Collected data entries:
------------------------------------
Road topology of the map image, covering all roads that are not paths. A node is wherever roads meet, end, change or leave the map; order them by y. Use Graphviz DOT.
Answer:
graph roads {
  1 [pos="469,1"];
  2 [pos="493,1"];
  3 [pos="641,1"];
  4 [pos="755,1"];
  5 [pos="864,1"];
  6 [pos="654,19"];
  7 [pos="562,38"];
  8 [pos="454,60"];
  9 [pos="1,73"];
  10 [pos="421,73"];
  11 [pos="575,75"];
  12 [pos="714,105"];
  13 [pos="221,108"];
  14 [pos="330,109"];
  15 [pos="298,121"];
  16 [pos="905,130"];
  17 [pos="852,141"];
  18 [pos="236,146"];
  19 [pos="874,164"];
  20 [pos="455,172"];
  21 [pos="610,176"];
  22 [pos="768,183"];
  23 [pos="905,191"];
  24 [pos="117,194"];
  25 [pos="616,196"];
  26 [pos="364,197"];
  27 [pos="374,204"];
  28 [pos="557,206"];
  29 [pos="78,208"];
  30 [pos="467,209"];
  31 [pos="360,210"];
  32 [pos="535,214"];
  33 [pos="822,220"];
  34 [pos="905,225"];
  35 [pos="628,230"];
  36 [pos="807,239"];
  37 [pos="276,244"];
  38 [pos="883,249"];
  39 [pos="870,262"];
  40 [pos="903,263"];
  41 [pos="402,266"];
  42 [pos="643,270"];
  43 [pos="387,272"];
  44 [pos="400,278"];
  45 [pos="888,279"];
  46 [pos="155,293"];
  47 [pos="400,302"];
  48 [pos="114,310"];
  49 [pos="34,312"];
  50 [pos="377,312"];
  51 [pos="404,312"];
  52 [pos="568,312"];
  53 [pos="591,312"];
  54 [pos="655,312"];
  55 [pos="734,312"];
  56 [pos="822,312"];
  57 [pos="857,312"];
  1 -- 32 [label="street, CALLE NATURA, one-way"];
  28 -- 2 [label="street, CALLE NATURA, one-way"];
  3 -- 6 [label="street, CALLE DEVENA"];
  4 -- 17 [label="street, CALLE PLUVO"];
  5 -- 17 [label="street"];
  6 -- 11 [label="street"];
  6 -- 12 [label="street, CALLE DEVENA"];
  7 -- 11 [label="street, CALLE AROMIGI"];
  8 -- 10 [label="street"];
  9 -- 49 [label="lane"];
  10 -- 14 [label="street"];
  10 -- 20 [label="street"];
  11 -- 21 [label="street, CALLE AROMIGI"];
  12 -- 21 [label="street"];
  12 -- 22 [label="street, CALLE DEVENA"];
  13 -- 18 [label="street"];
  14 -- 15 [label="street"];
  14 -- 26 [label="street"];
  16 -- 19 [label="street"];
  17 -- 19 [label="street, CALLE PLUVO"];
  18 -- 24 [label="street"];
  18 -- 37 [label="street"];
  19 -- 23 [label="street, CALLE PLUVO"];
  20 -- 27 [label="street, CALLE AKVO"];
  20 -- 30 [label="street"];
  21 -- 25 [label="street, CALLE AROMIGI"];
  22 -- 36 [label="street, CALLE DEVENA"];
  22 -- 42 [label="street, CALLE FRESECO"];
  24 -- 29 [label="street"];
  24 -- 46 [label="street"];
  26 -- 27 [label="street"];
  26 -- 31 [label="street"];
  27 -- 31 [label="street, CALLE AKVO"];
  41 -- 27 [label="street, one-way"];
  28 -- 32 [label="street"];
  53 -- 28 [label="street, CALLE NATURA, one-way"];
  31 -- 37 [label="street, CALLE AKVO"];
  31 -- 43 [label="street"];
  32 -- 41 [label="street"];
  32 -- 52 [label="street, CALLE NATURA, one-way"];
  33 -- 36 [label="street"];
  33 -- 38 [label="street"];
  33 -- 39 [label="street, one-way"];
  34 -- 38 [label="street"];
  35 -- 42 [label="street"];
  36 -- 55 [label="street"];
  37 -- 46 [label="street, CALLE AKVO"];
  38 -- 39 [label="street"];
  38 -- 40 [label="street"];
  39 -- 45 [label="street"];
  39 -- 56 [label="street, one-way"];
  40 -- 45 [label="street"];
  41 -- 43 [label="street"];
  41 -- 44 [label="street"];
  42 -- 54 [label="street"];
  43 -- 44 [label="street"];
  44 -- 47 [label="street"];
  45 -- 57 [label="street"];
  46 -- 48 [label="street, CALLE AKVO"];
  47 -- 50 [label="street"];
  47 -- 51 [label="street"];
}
------------------------------------
Your goal: Every record above must be duplicated exactly.

Exercise result:
Road topology of the map image, covering all roads that are not paths. A node is wherever roads meet, end, change or leave the map; order them by y. Use Graphviz DOT.
Answer:
graph roads {
  1 [pos="469,1"];
  2 [pos="493,1"];
  3 [pos="641,1"];
  4 [pos="755,1"];
  5 [pos="864,1"];
  6 [pos="654,19"];
  7 [pos="562,38"];
  8 [pos="454,60"];
  9 [pos="1,73"];
  10 [pos="421,73"];
  11 [pos="575,75"];
  12 [pos="714,105"];
  13 [pos="221,108"];
  14 [pos="330,109"];
  15 [pos="298,121"];
  16 [pos="905,130"];
  17 [pos="852,141"];
  18 [pos="236,146"];
  19 [pos="874,164"];
  20 [pos="455,172"];
  21 [pos="610,176"];
  22 [pos="768,183"];
  23 [pos="905,191"];
  24 [pos="117,194"];
  25 [pos="616,196"];
  26 [pos="364,197"];
  27 [pos="374,204"];
  28 [pos="557,206"];
  29 [pos="78,208"];
  30 [pos="467,209"];
  31 [pos="360,210"];
  32 [pos="535,214"];
  33 [pos="822,220"];
  34 [pos="905,225"];
  35 [pos="628,230"];
  36 [pos="807,239"];
  37 [pos="276,244"];
  38 [pos="883,249"];
  39 [pos="870,262"];
  40 [pos="903,263"];
  41 [pos="402,266"];
  42 [pos="643,270"];
  43 [pos="387,272"];
  44 [pos="400,278"];
  45 [pos="888,279"];
  46 [pos="155,293"];
  47 [pos="400,302"];
  48 [pos="114,310"];
  49 [pos="34,312"];
  50 [pos="377,312"];
  51 [pos="404,312"];
  52 [pos="568,312"];
  53 [pos="591,312"];
  54 [pos="655,312"];
  55 [pos="734,312"];
  56 [pos="822,312"];
  57 [pos="857,312"];
  1 -- 32 [label="street, CALLE NATURA, one-way"];
  28 -- 2 [label="street, CALLE NATURA, one-way"];
  3 -- 6 [label="street, CALLE DEVENA"];
  4 -- 17 [label="street, CALLE PLUVO"];
  5 -- 17 [label="street"];
  6 -- 11 [label="street"];
  6 -- 12 [label="street, CALLE DEVENA"];
  7 -- 11 [label="street, CALLE AROMIGI"];
  8 -- 10 [label="street"];
  9 -- 49 [label="lane"];
  10 -- 14 [label="street"];
  10 -- 20 [label="street"];
  11 -- 21 [label="street, CALLE AROMIGI"];
  12 -- 21 [label="street"];
  12 -- 22 [label="street, CALLE DEVENA"];
  13 -- 18 [label="street"];
  14 -- 15 [label="street"];
  14 -- 26 [label="street"];
  16 -- 19 [label="street"];
  17 -- 19 [label="street, CALLE PLUVO"];
  18 -- 24 [label="street"];
  18 -- 37 [label="street"];
  19 -- 23 [label="street, CALLE PLUVO"];
  20 -- 27 [label="street, CALLE AKVO"];
  20 -- 30 [label="street"];
  21 -- 25 [label="street, CALLE AROMIGI"];
  22 -- 36 [label="street, CALLE DEVENA"];
  22 -- 42 [label="street, CALLE FRESECO"];
  24 -- 29 [label="street"];
  24 -- 46 [label="street"];
  26 -- 27 [label="street"];
  26 -- 31 [label="street"];
  27 -- 31 [label="street, CALLE AKVO"];
  41 -- 27 [label="street, one-way"];
  28 -- 32 [label="street"];
  53 -- 28 [label="street, CALLE NATURA, one-way"];
  31 -- 37 [label="street, CALLE AKVO"];
  31 -- 43 [label="street"];
  32 -- 41 [label="street"];
  32 -- 52 [label="street, CALLE NATURA, one-way"];
  33 -- 36 [label="street"];
  33 -- 38 [label="street"];
  33 -- 39 [label="street, one-way"];
  34 -- 38 [label="street"];
  35 -- 42 [label="street"];
  36 -- 55 [label="street"];
  37 -- 46 [label="street, CALLE AKVO"];
  38 -- 39 [label="street"];
  38 -- 40 [label="street"];
  39 -- 45 [label="street"];
  39 -- 56 [label="street, one-way"];
  40 -- 45 [label="street"];
  41 -- 43 [label="street"];
  41 -- 44 [label="street"];
  42 -- 54 [label="street"];
  43 -- 44 [label="street"];
  44 -- 47 [label="street"];
  45 -- 57 [label="street"];
  46 -- 48 [label="street, CALLE AKVO"];
  47 -- 50 [label="street"];
  47 -- 51 [label="street"];
}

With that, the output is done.